Additionally, Davis Langdon has been leading the way in sustainable company car policies, introducing in 2008 bold new incentives on company car allowances for vehicles with lower CO2 emissions for both staff and partners. The incentives extend to the 'grey fleet' cash allowance takers and aim to reward those who make sustainable car choices. Davis Langdon worked closely with the Energy Savings Trust and Leasedrive Velo to develop this new policy under which the firm has set carbon emissions of 165 g/km as the benchmark ceiling offering employees an increased car allowance for vehicles at or below this level. Members whose vehicles exceed this level have to make payments towards sustainable projects.
Reallocation Policy
In the current economic climate, Davis Langdon has placed a freeze on new company car orders. By introducing a reallocation policy, it not only avoids having to place a new car order for a new employee but can also avoid the rental hire costs normally incurred until the new vehicle becomes available for delivery. These are how the significant savings are principally achieved. Under the policy, any company vehicle not at the end of its lease term is reallocated to another employee when the original driver leaves.
Reallocation Policy - Cars
When a driver leave date is known the HR department at Davis Langdon informs Leasedrive Velo. The car is booked in for collection on the due date. If it is at or near its end of term lease or the vehicle is no longer suitable, it is returned to the original supplier. Alternatively, if it is well within the original lease term, which applies in the majority of cases, it is booked in for a safety and bodywork check. When these checks are completed, it is either placed in a vehicle compound or booked in for remedial work. Nine times out of ten, the car is available for immediate turnaround.
Once it has been reallocated and a delivery date identified, it is then booked in for a full valet before delivery to either office or home. The car is then checked over by the new driver before the keys are handed over.
Reallocation Policy - Drivers
The publication of the reallocation list every Monday is a much anticipated event at Davis Langdon. Often the telephones at its dedicated client services team at Leasedrive Velo's hi-tech headquarters in Wokingham are ringing within minutes. Drivers may be calling because their current lease is shortly to expire, they wish to join the company car scheme or through promotion have become eligible for the scheme.
Drivers are keen to secure the best possible car for their requirements within their entitlement and those really on the case will identify a car several months before their present lease car needs replacing. Allocations are performed on a 'first come, first served' basis with everyone treated fairly and equally.
The client services team discusses with drivers what kind of car they are looking for, what they will be using it for so the team can offer the best possible choice of potential cars available.

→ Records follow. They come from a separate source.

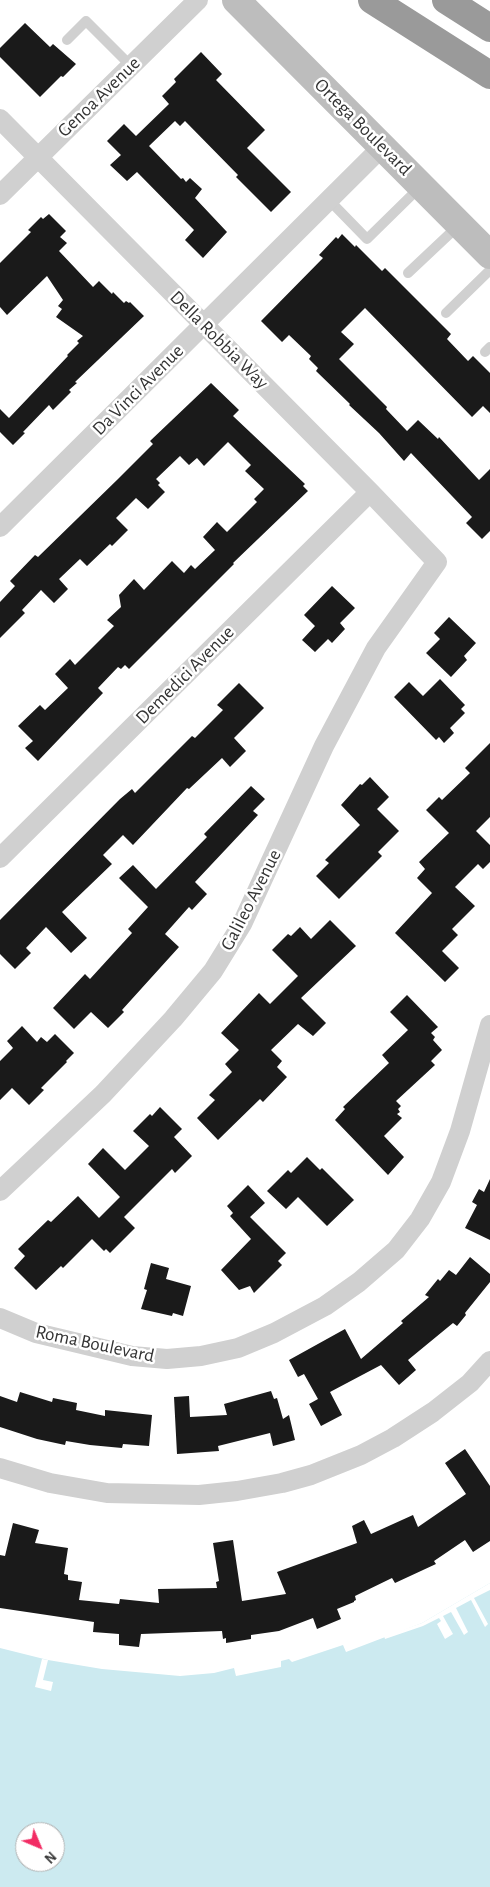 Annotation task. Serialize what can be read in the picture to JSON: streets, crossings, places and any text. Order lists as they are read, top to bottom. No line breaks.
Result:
{"streets":{"main road":["Ortega Boulevard"],"street":["Genoa Avenue","Della Robbia Way","Da Vinci Avenue","Demedici Avenue","Galileo Avenue","Roma Boulevard"]},"crossings":[["Genoa Avenue","Della Robbia Way"],["Ortega Boulevard","Da Vinci Avenue"],["Della Robbia Way","Da Vinci Avenue"],["Della Robbia Way","Demedici Avenue"],["Della Robbia Way","Galileo Avenue"]],"north":"bottom right"} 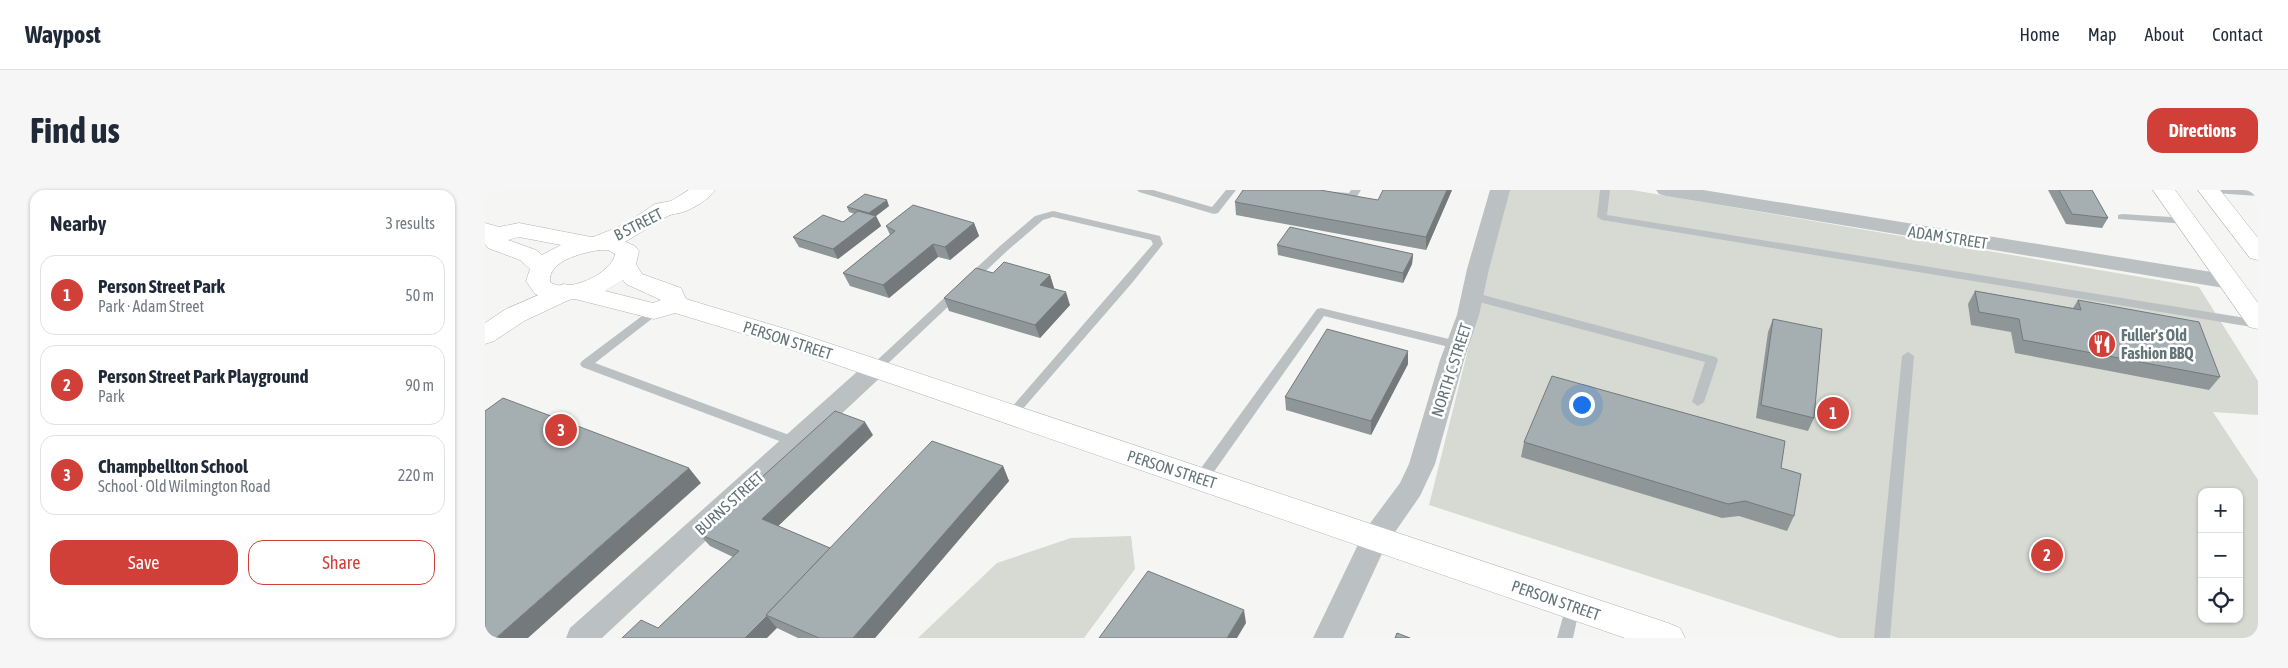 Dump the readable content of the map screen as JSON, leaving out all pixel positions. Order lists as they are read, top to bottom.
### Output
{
  "streets": {
    "main road": ["B STREET", "PERSON STREET"],
    "street": ["ADAM STREET", "NORTH C STREET", "BURNS STREET"]
  },
  "crossings": [
    ["B STREET", "PERSON STREET"],
    ["PERSON STREET", "NORTH C STREET"],
    ["PERSON STREET", "BURNS STREET"]
  ],
  "places": {
    "restaurant": ["Fuller's Old Fashion BBQ"]
  },
  "page": {
    "header": "Waypost",
    "nav": [
      "Home",
      "Map",
      "About",
      "Contact"
    ],
    "buttons": [
      "Directions",
      ["Save", "Share"]
    ],
    "title": "Find us",
    "heading": ["Nearby", "3 results"],
    "list": [
      {
        "mark": "1",
        "name": "Person Street Park",
        "note": "Park · Adam Street",
        "value": "50 m"
      },
      {
        "mark": "2",
        "name": "Person Street Park Playground",
        "note": "Park",
        "value": "90 m"
      },
      {
        "mark": "3",
        "name": "Champbellton School",
        "note": "School · Old Wilmington Road",
        "value": "220 m"
      }
    ],
    "pins": ["1", "3", "2"],
    "map_buttons": ["+", "−"]
  }
} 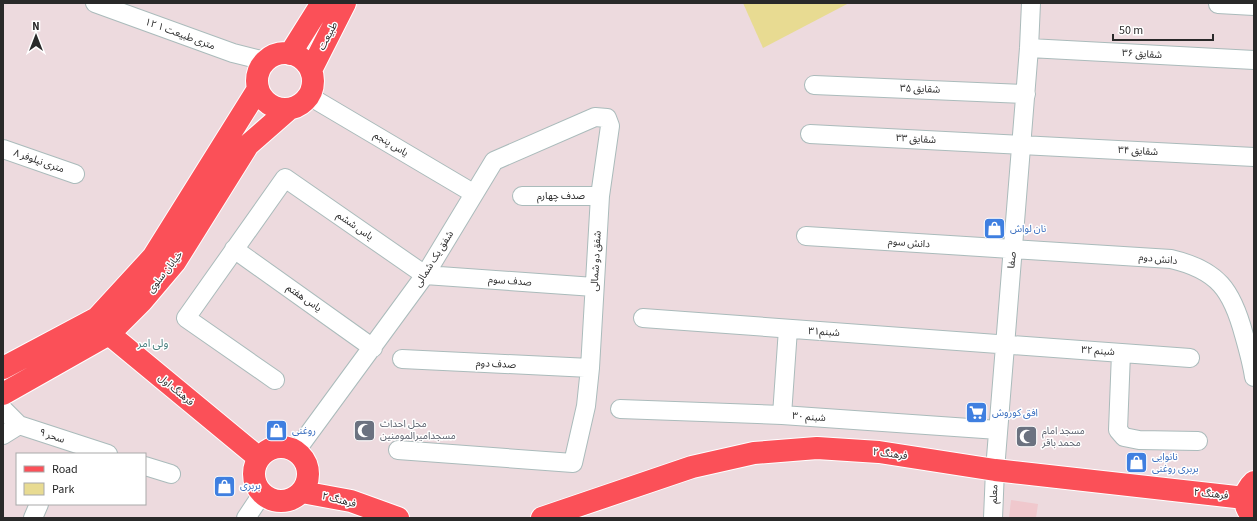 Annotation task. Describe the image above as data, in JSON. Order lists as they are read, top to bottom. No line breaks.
{"streets":{"main road":["طبیعت","خیابان سلوی","فرهنگ اول","فرهنگ ۲"],"street":["۱۲ متری طبیعت ۱","شقایق ۳۶","شقایق ۳۵","شقایق ۳۳","یاس پنجم","شقایق ۳۴","۸ متری نیلوفر","صدف چهارم","یاس ششم","دانش سوم","شفق یک شمالی","دانش دوم","صفا","شفق دو شمالی","صدف سوم","یاس هفتم","شبنم۳۱","شبنم ۳۲","صدف دوم","شبنم ۳۰","سحر ۹","معلم"]},"crossings":[["۱۲ متری طبیعت ۱","طبیعت"],["۱۲ متری طبیعت ۱","یاس پنجم"],["۱۲ متری طبیعت ۱","خیابان سلوی"],["طبیعت","یاس پنجم"],["طبیعت","خیابان سلوی"],["شقایق ۳۶","صفا"],["شقایق ۳۵","صفا"],["شقایق ۳۳","شقایق ۳۴"],["شقایق ۳۳","صفا"],["یاس پنجم","شفق یک شمالی"],["یاس پنجم","خیابان سلوی"],["شقایق ۳۴","صفا"],["صدف چهارم","شفق دو شمالی"],["یاس ششم","شفق یک شمالی"],["یاس ششم","صدف سوم"],["یاس ششم","یاس هفتم"],["دانش سوم","دانش دوم"],["دانش سوم","صفا"],["شفق یک شمالی","شفق دو شمالی"],["شفق یک شمالی","صدف سوم"],["شفق یک شمالی","یاس هفتم"],["شفق یک شمالی","فرهنگ اول"],["شفق یک شمالی","فرهنگ ۲"],["دانش دوم","صفا"],["صفا","شبنم۳۱"],["صفا","شبنم ۳۲"],["صفا","شبنم ۳۰"],["صفا","فرهنگ ۲"],["صفا","معلم"],["شفق دو شمالی","صدف سوم"],["شفق دو شمالی","صدف دوم"],["خیابان سلوی","فرهنگ اول"],["شبنم۳۱","شبنم ۳۲"],["فرهنگ اول","فرهنگ ۲"],["فرهنگ ۲","معلم"]],"districts":["ولی امر"],"places":{"shop":["نان لواش","روغنی","نانوایی بربری روغنی","بربری"],"supermarket":["افق کوروش"],"mosque":["محل احداث مسجدامیرالمومنین","مسجد امام محمد باقر"]},"legend":["Road","Park"],"scale_bar":"50 m","north":"top"} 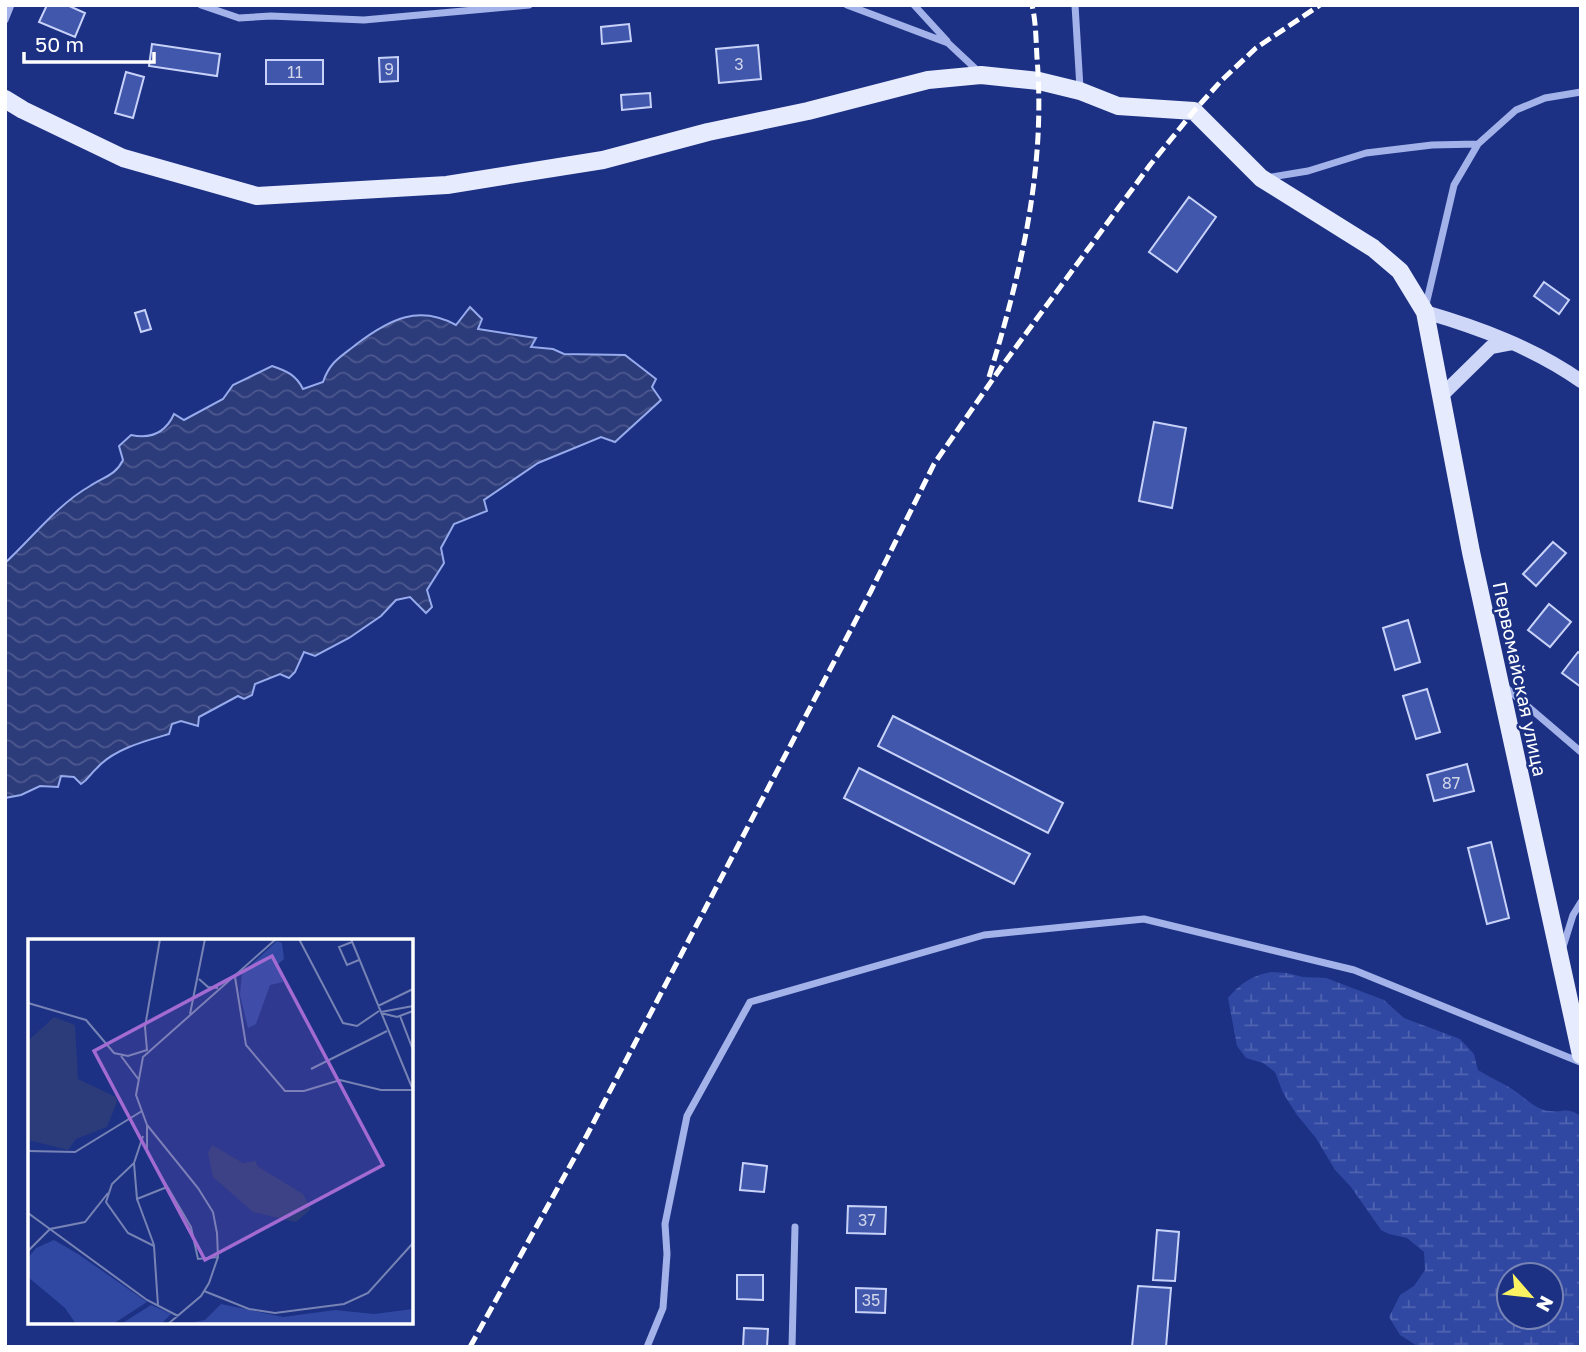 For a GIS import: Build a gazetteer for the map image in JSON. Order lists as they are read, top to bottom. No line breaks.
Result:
{"streets":{"main road":["Первомайская улица"]},"house_numbers":["3","9","11","87","37","35"],"scale_bar":"50 m","north":"bottom right"} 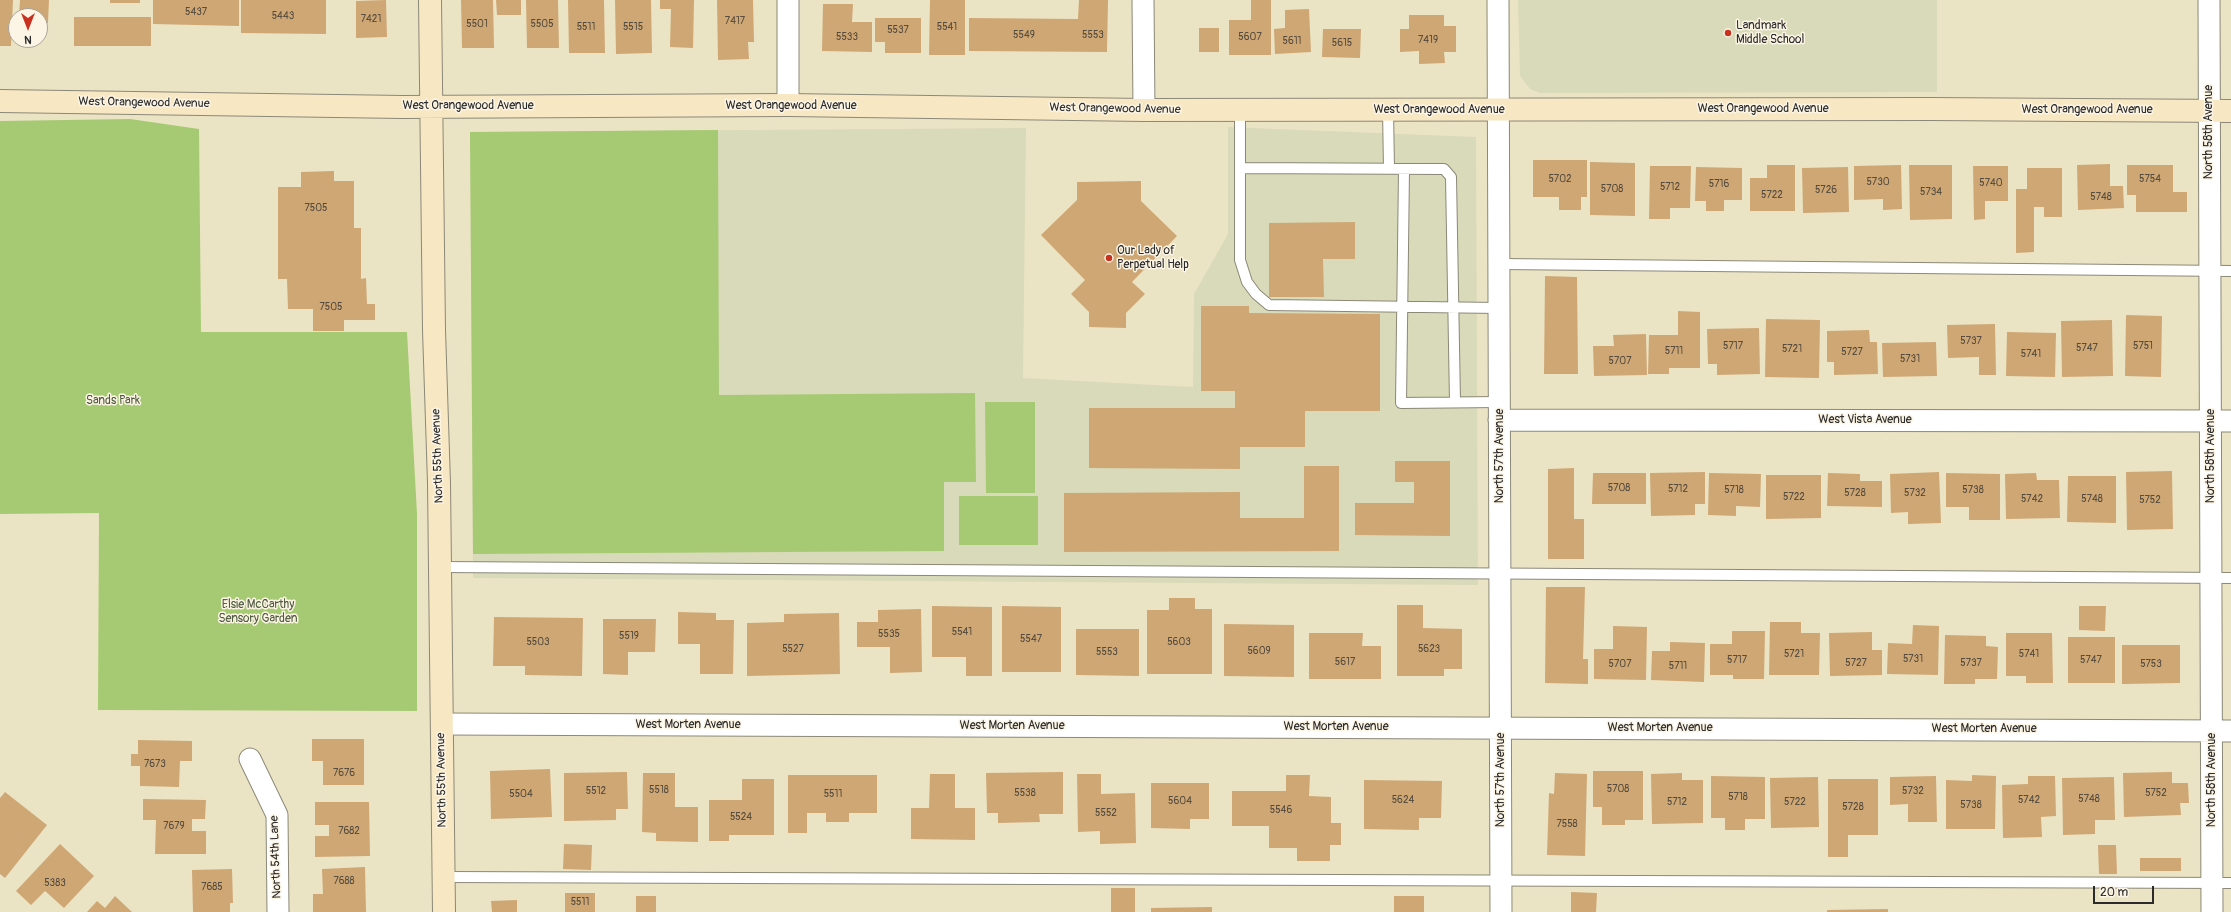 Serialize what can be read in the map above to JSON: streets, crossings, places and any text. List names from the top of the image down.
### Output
{
  "streets": {
    "street": [
      "West Orangewood Avenue",
      "North 58th Avenue",
      "West Vista Avenue",
      "North 55th Avenue",
      "North 57th Avenue",
      "West Morten Avenue",
      "North 54th Lane"
    ]
  },
  "crossings": [
    ["West Orangewood Avenue", "North 58th Avenue"],
    ["West Orangewood Avenue", "North 55th Avenue"],
    ["West Orangewood Avenue", "North 57th Avenue"],
    ["North 58th Avenue", "West Vista Avenue"],
    ["North 58th Avenue", "West Morten Avenue"],
    ["West Vista Avenue", "North 57th Avenue"],
    ["North 55th Avenue", "West Morten Avenue"],
    ["North 57th Avenue", "West Morten Avenue"]
  ],
  "parks": ["Sands Park", "Elsie McCarthy Sensory Garden"],
  "places": ["Landmark Middle School", "Our Lady of Perpetual Help"],
  "house_numbers": [
    "5437",
    "5443",
    "7421",
    "7417",
    "5501",
    "5505",
    "5511",
    "5515",
    "5541",
    "5537",
    "5549",
    "5553",
    "5533",
    "5607",
    "7419",
    "5611",
    "5615",
    "5702",
    "5754",
    "5730",
    "5740",
    "5716",
    "5712",
    "5708",
    "5726",
    "5734",
    "5722",
    "5748",
    "7505",
    "7505",
    "5737",
    "5717",
    "5751",
    "5747",
    "5721",
    "5711",
    "5727",
    "5741",
    "5731",
    "5707",
    "5708",
    "5712",
    "5718",
    "5738",
    "5728",
    "5732",
    "5722",
    "5742",
    "5748",
    "5752",
    "5541",
    "5535",
    "5519",
    "5547",
    "5503",
    "5603",
    "5527",
    "5623",
    "5609",
    "5553",
    "5721",
    "5741",
    "5731",
    "5717",
    "5747",
    "5617",
    "5727",
    "5737",
    "5707",
    "5753",
    "5711",
    "7673",
    "7676",
    "5708",
    "5518",
    "5512",
    "5732",
    "5538",
    "5752",
    "5504",
    "5511",
    "5718",
    "5748",
    "5624",
    "5742",
    "5604",
    "5712",
    "5722",
    "5738",
    "5728",
    "5546",
    "5552",
    "5524",
    "7558",
    "7679",
    "7682",
    "7688",
    "5383",
    "7685",
    "5511"
  ],
  "scale_bar": "20 m",
  "north": "bottom"
}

All drivers are automatically contacted by Leasedrive Velo one month before their present lease term ends to arrange allocation of a replacement vehicle.
The Results
According to Davis Langdon's Procurement Consultant, Peter Neal: "The impact has been significant from both a financial and efficiency standpoint. The Leasedrive Velo team has worked very hard to get our drivers to accept reallocated vehicles. They have done so in a very professional and tactful manner by working to an agreed policy framework and adopting a pragmatic and sympathetic approach.
"Besides allowing us to implement a freeze on new car orders, the reallocation policy has mitigated a major liability in terms of penalty charges for early termination. It has also helped identify those vehicles which are difficult to reallocate and those that we should be looking at avoiding when we commence ordering under a revised car policy. Savings to date are approximately a quarter of a million pounds and rising."